A Banca d'Italia working paper finds regional R&D subsidies in Southern Italy increased firm survival and intangible asset investments. The study by Antonio Veronico analyzed the impact of EU-funded subsidies in Puglia on small and medium firms from 2009 to 2015.

Subsidies boost survival and intangible assets

The paper estimates the causal impact of regional R&D subsidies, finding that treated firms were 12 percent less likely to exit the sample compared to eligible but unsubsidized control firms.

The policy successfully stimulated additional investments in intangible assets, with treated firms increasing these by more than seven times, a sizable effect even after accounting for outliers.

Furthermore, the subsidies had positive effects on the number of workers employed in recipient firms.

However, the study found no significant impact on tangible assets, the value of production, or overall productivity.

This suggests that while the policy fostered growth in specific areas, it did not translate into broader efficiency gains.

The analysis leveraged firms' balance sheets and a unique regional administrative dataset on subsidy payments, employing a match-in-diff approach to ensure robust causal impact estimation.

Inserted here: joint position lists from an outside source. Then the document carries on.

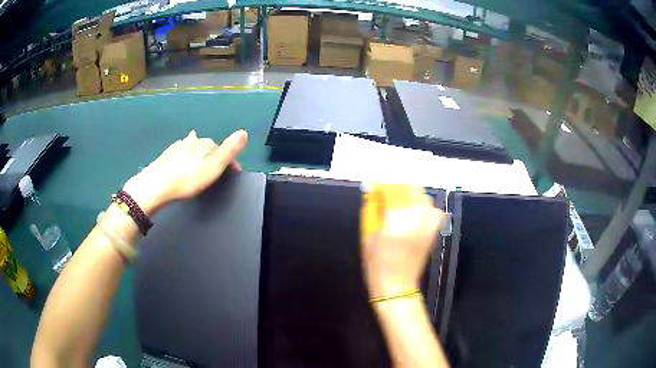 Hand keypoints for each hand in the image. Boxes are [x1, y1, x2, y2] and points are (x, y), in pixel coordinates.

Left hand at [123, 129, 247, 213]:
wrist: (156, 184)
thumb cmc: (187, 179)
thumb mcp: (213, 167)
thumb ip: (229, 151)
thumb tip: (243, 132)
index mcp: (206, 144)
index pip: (223, 149)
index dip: (230, 161)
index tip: (232, 174)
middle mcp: (193, 141)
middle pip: (209, 147)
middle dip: (215, 156)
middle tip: (215, 173)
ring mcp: (179, 145)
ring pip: (195, 147)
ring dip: (201, 154)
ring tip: (202, 163)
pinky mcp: (168, 153)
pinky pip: (183, 149)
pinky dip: (187, 152)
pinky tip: (184, 153)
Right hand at [362, 193, 444, 297]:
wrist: (397, 286)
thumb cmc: (377, 264)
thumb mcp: (367, 237)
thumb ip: (371, 211)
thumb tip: (373, 193)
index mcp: (396, 221)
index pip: (392, 190)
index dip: (381, 185)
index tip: (374, 186)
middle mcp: (416, 219)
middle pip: (410, 190)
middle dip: (396, 189)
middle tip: (386, 195)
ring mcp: (428, 225)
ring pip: (423, 198)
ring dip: (411, 196)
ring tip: (401, 203)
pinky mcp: (433, 232)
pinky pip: (434, 211)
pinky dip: (425, 207)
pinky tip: (416, 213) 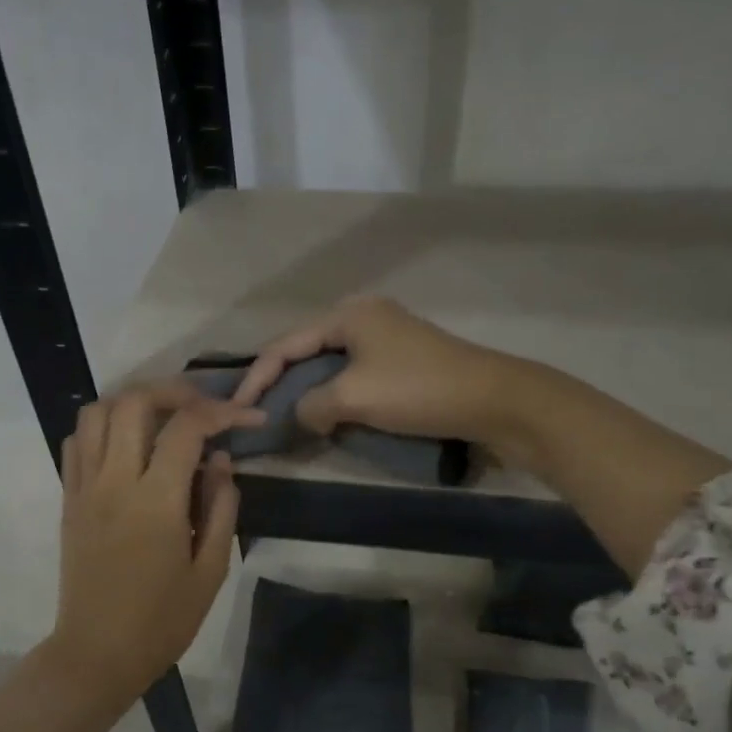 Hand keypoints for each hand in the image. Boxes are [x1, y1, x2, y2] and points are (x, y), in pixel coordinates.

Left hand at [49, 382, 261, 693]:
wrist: (97, 653)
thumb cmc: (162, 620)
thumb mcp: (211, 570)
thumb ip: (221, 507)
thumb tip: (220, 460)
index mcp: (156, 501)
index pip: (187, 427)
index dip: (223, 412)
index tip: (249, 417)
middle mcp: (115, 482)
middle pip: (135, 402)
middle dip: (175, 391)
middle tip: (203, 407)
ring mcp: (85, 487)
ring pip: (97, 411)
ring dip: (134, 402)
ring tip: (163, 417)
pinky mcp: (68, 498)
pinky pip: (78, 441)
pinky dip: (103, 426)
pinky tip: (128, 443)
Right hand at [231, 296, 532, 451]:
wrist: (493, 400)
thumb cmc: (417, 390)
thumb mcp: (353, 397)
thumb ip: (311, 404)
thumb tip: (301, 415)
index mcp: (348, 314)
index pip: (285, 344)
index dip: (257, 377)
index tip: (238, 408)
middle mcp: (364, 316)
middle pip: (306, 349)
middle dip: (280, 381)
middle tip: (258, 411)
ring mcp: (386, 337)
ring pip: (330, 364)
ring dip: (308, 391)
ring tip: (286, 417)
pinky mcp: (403, 360)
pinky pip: (354, 375)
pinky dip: (335, 395)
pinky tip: (328, 416)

Apulia's push for innovation

The policy, titled 'Aid to research investments of SMEs,' was implemented by the Apulia region in Southern Italy in 2008, in the aftermath of the Great Recession.

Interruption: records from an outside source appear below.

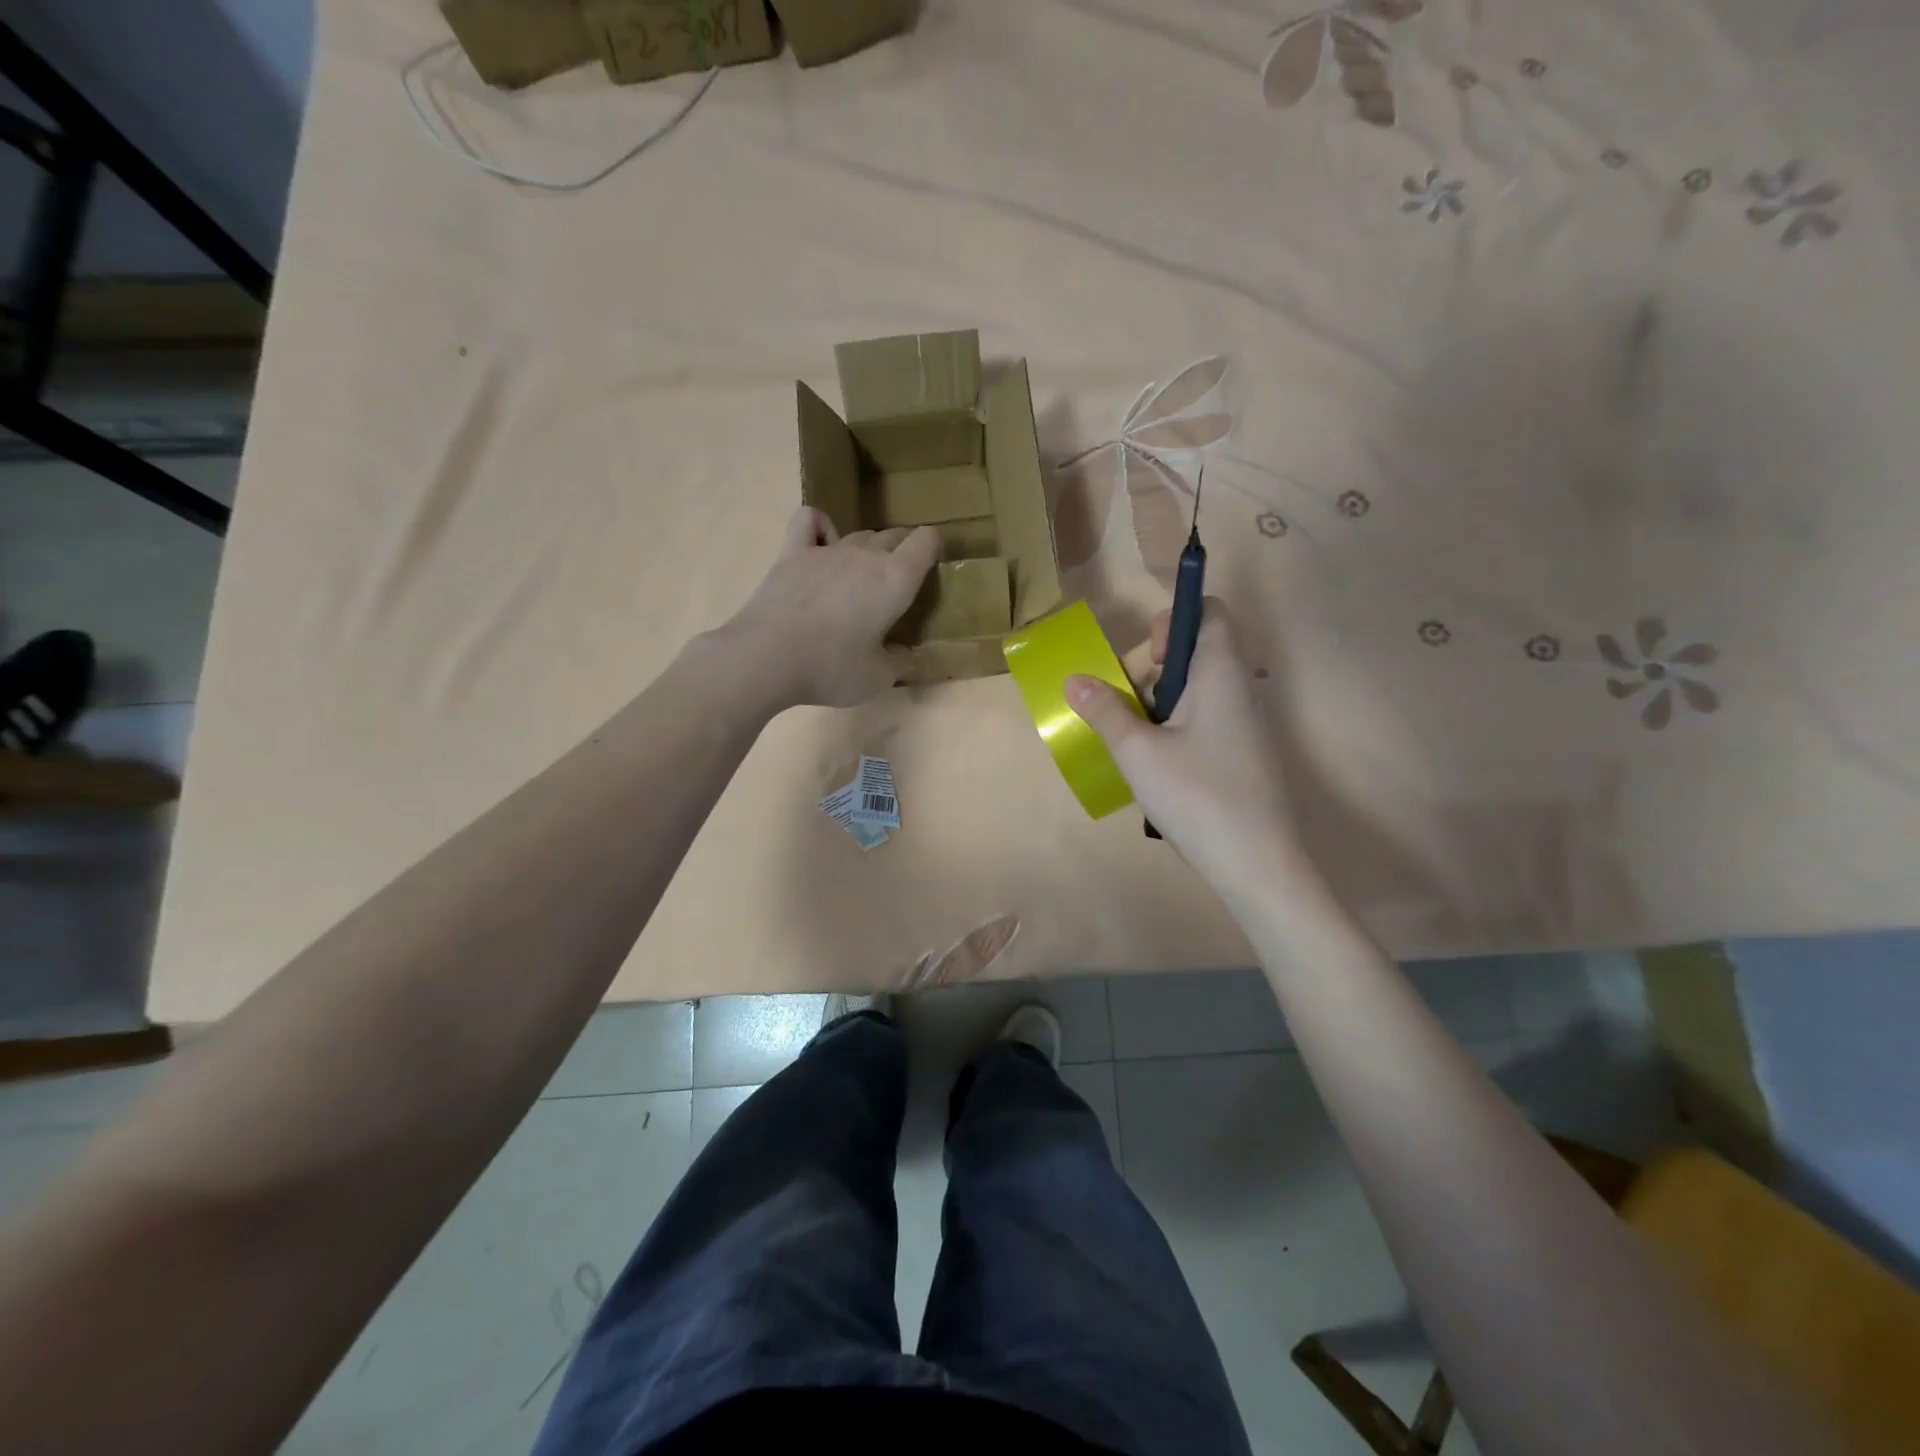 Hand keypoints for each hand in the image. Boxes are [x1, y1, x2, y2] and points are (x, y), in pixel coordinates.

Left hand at [722, 506, 941, 708]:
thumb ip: (899, 662)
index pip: (927, 540)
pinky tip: (822, 545)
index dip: (934, 548)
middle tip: (898, 587)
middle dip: (903, 552)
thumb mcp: (878, 678)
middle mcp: (865, 555)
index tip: (932, 569)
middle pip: (894, 535)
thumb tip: (906, 655)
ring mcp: (826, 549)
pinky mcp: (792, 553)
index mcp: (895, 579)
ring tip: (862, 580)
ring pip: (859, 534)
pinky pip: (810, 521)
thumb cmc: (831, 668)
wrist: (766, 658)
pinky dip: (821, 527)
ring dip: (868, 549)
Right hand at [1067, 599, 1306, 894]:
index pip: (1209, 612)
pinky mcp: (1245, 753)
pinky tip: (1160, 768)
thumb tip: (1074, 680)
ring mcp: (1247, 724)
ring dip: (1161, 704)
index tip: (1148, 660)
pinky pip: (1207, 720)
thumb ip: (1105, 711)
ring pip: (1198, 690)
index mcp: (1221, 673)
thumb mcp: (1137, 752)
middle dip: (1154, 670)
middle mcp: (1241, 689)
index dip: (1173, 621)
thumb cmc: (1197, 797)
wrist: (1258, 865)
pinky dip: (1178, 728)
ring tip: (1139, 743)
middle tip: (1130, 707)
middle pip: (1197, 650)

It aimed to stimulate innovation investments in small and medium firms, co-financed by the European Regional Development Fund (ERDF) to reduce regional development gaps.

Apulia's GDP per capita was approximately one-third lower than the Italian average between 2005-2007.

The initial budget of €28 million was later raised to €48 million, targeting SMEs in most sectors, excluding primary and some manufacturing activities.

This amount represented roughly 32 percent of total intangible asset investments by Apulian SMEs during 2005-2007.

A step, not a leap

This study offers robust quasi-experimental evidence that R&D subsidies can improve firm survival and investment in intangible assets, a crucial finding for lagging regions.

However, the lack of impact on productivity underscores the persistent challenge of translating input-side support into broader economic efficiency gains.

Policymakers must consider if such subsidies need to be coupled with other reforms to achieve their full transformative potential.